__BRIEF__
Reproduce exactly the lines of the material beneath, from the line that contains "thumb ip: (284, 104)" to the line that contains "wrist: (428, 205)", both included, and no other lines.

__INPUT RECORDS__
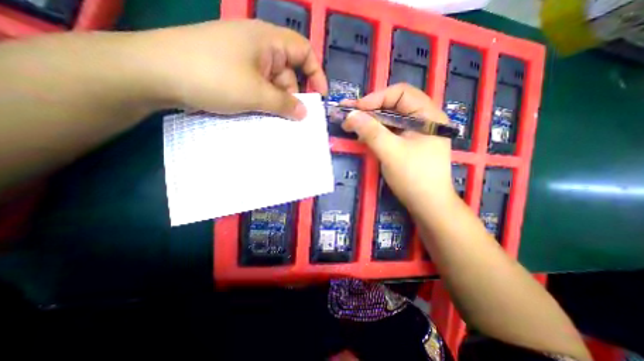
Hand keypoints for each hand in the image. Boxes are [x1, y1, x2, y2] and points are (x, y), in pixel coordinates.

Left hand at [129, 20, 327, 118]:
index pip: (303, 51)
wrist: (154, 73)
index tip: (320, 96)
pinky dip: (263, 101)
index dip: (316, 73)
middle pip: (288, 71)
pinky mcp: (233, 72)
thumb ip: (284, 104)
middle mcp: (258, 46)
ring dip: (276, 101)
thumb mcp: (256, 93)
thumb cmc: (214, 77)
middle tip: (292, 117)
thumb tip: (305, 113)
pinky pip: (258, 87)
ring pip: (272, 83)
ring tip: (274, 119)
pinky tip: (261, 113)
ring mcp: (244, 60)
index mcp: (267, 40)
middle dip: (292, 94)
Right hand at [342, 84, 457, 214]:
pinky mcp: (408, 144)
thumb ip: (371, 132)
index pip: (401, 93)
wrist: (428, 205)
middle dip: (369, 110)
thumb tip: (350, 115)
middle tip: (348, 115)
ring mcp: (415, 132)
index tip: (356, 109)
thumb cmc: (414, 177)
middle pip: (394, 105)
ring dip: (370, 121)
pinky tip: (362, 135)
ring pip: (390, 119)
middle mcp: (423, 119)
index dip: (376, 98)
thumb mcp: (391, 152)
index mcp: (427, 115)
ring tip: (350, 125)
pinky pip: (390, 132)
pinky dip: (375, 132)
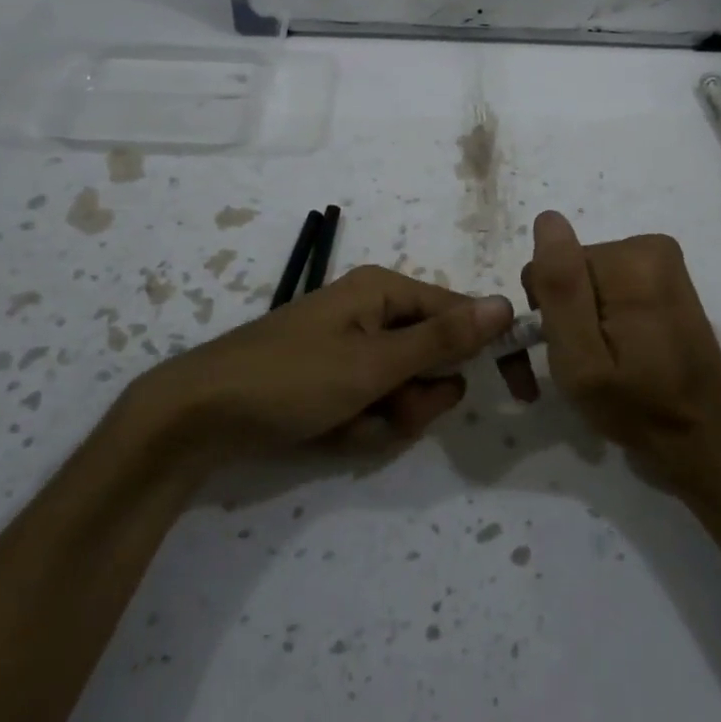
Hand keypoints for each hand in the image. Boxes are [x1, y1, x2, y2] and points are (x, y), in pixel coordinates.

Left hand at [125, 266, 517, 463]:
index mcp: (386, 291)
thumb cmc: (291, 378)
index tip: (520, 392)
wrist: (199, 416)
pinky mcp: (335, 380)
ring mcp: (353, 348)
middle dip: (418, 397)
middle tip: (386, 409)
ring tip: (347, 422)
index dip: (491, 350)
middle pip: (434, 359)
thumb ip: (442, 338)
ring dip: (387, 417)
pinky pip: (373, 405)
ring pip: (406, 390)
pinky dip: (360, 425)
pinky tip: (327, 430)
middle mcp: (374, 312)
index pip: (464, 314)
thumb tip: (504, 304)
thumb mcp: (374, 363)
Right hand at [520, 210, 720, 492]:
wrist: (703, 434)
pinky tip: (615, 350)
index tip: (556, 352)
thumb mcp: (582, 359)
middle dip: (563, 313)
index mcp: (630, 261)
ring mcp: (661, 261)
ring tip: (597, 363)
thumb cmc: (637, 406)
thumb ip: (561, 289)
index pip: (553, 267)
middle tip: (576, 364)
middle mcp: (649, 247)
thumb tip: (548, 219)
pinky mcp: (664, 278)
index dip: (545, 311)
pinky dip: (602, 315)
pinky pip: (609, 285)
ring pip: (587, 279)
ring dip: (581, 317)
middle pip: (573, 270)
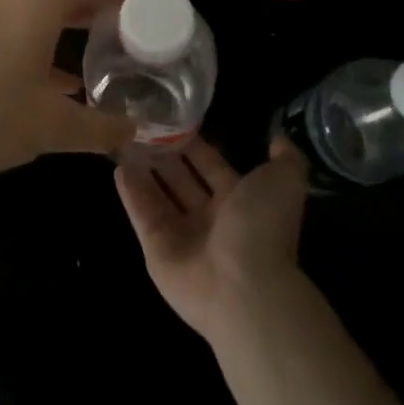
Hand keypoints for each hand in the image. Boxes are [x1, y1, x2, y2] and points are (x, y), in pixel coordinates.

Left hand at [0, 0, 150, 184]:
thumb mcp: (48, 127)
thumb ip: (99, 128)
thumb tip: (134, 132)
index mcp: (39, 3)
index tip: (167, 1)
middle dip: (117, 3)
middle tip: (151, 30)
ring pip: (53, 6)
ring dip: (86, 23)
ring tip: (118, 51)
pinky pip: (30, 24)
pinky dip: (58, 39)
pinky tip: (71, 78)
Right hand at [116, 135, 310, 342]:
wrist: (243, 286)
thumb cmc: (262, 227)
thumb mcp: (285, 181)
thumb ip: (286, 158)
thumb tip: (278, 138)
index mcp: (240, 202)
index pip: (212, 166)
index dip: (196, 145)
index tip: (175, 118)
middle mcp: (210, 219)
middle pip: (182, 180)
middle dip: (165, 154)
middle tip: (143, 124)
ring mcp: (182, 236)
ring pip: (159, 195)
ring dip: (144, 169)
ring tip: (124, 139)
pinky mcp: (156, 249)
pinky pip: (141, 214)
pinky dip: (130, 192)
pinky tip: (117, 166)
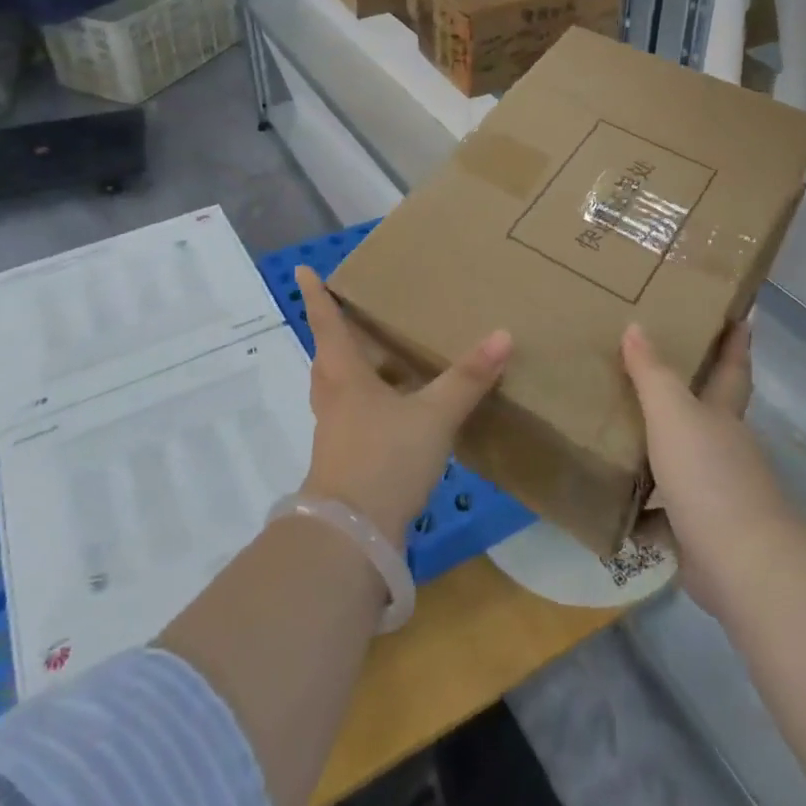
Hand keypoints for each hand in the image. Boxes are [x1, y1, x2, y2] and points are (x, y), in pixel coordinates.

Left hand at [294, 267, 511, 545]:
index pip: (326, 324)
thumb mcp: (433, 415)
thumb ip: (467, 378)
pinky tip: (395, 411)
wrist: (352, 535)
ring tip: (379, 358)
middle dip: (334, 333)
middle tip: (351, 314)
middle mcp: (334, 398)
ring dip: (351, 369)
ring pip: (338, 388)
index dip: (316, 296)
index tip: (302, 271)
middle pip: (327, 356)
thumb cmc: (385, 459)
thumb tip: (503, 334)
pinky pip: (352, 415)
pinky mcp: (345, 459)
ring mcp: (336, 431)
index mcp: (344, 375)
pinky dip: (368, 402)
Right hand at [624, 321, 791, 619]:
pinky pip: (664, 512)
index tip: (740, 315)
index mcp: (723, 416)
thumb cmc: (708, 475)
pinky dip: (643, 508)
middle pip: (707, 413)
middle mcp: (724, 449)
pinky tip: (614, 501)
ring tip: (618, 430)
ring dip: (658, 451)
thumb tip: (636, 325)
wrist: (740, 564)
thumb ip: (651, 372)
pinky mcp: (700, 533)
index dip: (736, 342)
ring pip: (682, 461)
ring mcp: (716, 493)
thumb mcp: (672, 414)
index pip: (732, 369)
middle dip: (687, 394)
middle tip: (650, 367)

__ANSWER AREA__
thumb ip: (284, 104)
middle mcp: (258, 46)
ring dip: (276, 101)
thumb mcp: (256, 93)
thumb cmc: (214, 77)
middle tip: (292, 117)
thumb tip: (305, 113)
pinky pip: (258, 87)
ring pip: (272, 83)
ring tip: (274, 119)
pinky tip: (261, 113)
ring mcp: (244, 60)
index mcp: (267, 40)
middle dip: (292, 94)
Right hand at [342, 84, 457, 214]:
pinky mcp: (408, 144)
thumb ip: (371, 132)
index pip: (401, 93)
wrist: (428, 205)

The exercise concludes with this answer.